--- Dataset excerpts Enclosed Below ---

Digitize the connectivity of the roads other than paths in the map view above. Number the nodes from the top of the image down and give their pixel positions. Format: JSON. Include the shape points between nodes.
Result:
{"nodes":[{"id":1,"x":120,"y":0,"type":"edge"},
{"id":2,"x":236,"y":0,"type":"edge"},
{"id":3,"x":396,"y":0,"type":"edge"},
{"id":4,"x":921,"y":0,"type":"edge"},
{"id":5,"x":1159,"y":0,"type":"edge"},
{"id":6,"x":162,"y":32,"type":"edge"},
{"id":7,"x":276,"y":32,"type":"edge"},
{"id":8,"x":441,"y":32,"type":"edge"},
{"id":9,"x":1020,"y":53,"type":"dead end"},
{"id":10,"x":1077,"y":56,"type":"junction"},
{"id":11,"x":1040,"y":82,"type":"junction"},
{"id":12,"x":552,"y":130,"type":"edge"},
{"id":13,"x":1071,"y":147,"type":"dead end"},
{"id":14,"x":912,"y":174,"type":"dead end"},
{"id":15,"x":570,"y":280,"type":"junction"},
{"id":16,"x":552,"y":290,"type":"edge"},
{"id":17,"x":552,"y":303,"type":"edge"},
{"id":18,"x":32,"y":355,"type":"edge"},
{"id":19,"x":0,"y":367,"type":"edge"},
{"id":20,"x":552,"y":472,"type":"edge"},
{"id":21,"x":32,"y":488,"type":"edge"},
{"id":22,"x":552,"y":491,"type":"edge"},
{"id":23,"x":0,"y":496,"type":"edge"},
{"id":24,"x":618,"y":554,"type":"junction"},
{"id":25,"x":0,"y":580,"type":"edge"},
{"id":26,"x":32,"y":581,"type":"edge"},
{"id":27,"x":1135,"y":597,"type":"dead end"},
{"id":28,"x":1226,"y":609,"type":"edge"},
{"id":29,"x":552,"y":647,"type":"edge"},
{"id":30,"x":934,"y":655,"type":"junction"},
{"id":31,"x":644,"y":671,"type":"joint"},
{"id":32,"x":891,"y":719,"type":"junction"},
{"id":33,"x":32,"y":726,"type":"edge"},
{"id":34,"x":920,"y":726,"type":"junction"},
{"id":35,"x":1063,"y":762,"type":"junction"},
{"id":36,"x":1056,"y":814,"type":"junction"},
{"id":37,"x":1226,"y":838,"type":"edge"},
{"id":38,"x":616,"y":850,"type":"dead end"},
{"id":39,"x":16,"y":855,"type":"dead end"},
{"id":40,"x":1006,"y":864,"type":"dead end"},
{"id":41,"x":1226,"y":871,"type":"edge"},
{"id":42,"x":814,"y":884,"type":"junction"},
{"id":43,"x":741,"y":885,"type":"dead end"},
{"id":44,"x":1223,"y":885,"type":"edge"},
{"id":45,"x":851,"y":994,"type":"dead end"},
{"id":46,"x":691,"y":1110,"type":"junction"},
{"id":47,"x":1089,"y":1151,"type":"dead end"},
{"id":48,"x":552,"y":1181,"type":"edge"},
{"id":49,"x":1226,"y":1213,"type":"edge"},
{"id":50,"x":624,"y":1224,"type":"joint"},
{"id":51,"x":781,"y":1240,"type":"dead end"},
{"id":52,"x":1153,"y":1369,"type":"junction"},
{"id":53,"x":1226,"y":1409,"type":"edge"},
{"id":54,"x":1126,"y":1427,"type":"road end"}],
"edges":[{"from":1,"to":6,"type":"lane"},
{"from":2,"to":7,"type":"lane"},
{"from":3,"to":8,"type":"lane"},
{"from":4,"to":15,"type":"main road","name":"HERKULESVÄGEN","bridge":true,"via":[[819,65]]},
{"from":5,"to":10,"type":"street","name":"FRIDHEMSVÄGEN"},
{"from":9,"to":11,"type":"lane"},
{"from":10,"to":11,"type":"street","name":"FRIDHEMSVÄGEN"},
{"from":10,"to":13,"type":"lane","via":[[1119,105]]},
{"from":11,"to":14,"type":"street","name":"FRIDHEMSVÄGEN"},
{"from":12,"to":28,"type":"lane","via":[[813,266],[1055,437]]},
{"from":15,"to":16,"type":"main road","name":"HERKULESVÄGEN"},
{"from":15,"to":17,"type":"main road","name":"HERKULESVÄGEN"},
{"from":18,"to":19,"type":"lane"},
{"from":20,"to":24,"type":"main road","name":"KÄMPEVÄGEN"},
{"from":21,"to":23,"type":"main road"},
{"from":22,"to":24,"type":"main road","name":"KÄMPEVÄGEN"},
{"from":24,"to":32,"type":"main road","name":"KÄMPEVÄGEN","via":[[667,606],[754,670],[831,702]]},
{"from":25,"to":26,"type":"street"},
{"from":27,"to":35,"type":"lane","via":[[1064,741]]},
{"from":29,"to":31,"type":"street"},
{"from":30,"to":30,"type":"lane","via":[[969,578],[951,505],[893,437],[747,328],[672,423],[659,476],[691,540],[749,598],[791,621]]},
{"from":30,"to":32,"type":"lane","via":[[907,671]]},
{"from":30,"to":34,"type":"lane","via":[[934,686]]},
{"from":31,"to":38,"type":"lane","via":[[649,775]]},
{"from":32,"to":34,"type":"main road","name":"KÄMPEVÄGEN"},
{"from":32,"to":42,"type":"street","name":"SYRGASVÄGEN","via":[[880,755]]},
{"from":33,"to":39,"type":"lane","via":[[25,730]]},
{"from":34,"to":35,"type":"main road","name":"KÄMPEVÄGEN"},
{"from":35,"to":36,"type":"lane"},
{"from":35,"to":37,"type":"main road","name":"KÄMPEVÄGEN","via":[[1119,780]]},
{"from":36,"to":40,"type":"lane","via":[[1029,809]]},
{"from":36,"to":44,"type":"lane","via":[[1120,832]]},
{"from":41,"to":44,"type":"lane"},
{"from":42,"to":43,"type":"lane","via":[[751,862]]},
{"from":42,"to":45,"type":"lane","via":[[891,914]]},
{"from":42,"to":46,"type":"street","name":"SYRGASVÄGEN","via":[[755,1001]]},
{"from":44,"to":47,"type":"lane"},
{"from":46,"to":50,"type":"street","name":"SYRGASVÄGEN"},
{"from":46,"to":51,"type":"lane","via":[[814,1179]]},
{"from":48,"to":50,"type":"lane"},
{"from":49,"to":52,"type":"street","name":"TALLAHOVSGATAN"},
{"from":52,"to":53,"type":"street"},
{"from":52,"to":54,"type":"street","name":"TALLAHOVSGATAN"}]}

--- End of Enclosed Dataset excerpts ---
--- Dataset excerpts Enclosed Below ---

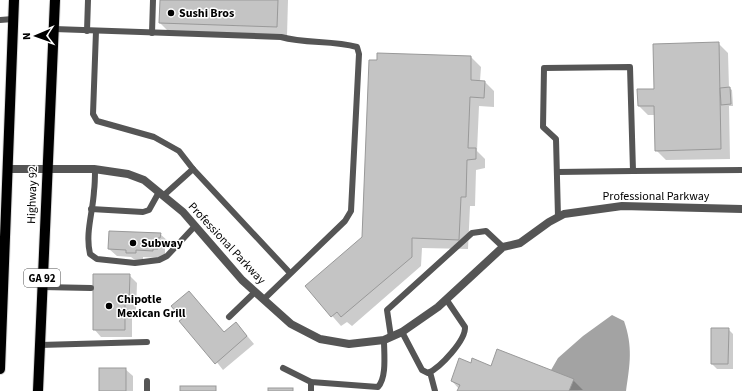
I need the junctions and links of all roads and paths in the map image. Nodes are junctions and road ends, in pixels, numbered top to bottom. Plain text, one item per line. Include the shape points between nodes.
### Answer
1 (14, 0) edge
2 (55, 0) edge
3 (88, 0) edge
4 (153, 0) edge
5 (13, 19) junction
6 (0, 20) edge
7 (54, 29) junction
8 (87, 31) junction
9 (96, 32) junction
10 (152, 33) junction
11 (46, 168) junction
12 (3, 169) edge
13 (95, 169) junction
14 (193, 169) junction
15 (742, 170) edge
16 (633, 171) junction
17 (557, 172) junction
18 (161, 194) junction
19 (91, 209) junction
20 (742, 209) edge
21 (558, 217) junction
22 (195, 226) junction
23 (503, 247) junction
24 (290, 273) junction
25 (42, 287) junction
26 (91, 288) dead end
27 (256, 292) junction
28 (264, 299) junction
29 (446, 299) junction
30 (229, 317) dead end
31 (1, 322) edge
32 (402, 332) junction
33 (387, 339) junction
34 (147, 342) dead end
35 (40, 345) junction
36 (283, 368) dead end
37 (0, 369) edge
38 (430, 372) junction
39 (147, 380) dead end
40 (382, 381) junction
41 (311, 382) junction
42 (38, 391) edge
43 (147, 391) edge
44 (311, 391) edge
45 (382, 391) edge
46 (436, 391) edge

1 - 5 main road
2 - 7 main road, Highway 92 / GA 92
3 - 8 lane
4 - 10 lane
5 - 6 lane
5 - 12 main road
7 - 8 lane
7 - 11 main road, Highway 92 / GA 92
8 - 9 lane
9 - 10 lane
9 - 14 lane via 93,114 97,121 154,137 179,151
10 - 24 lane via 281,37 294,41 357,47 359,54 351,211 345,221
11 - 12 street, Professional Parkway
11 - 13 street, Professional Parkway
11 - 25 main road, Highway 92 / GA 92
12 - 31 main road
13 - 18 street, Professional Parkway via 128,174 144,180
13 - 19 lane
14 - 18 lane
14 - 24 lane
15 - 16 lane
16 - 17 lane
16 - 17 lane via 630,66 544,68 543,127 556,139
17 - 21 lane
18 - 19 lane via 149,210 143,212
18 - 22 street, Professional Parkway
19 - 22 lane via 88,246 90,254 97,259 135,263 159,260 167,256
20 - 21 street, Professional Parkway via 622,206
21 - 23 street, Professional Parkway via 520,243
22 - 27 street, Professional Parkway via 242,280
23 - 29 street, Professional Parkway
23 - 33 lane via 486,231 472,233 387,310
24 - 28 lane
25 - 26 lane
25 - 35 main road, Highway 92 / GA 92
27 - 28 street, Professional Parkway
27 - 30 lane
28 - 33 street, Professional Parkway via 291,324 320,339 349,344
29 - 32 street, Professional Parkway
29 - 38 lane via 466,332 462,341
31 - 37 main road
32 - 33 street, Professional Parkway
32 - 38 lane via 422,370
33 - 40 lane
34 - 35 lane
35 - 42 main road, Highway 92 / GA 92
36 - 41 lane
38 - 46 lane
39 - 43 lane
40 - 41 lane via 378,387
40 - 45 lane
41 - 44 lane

--- End of Enclosed Dataset excerpts ---

_Requirement:_
Copy every line from the material in which the word "TALLAHOVSGATAN" can be found.

_Written answer:_
{"from":49,"to":52,"type":"street","name":"TALLAHOVSGATAN"},
{"from":52,"to":54,"type":"street","name":"TALLAHOVSGATAN"}]}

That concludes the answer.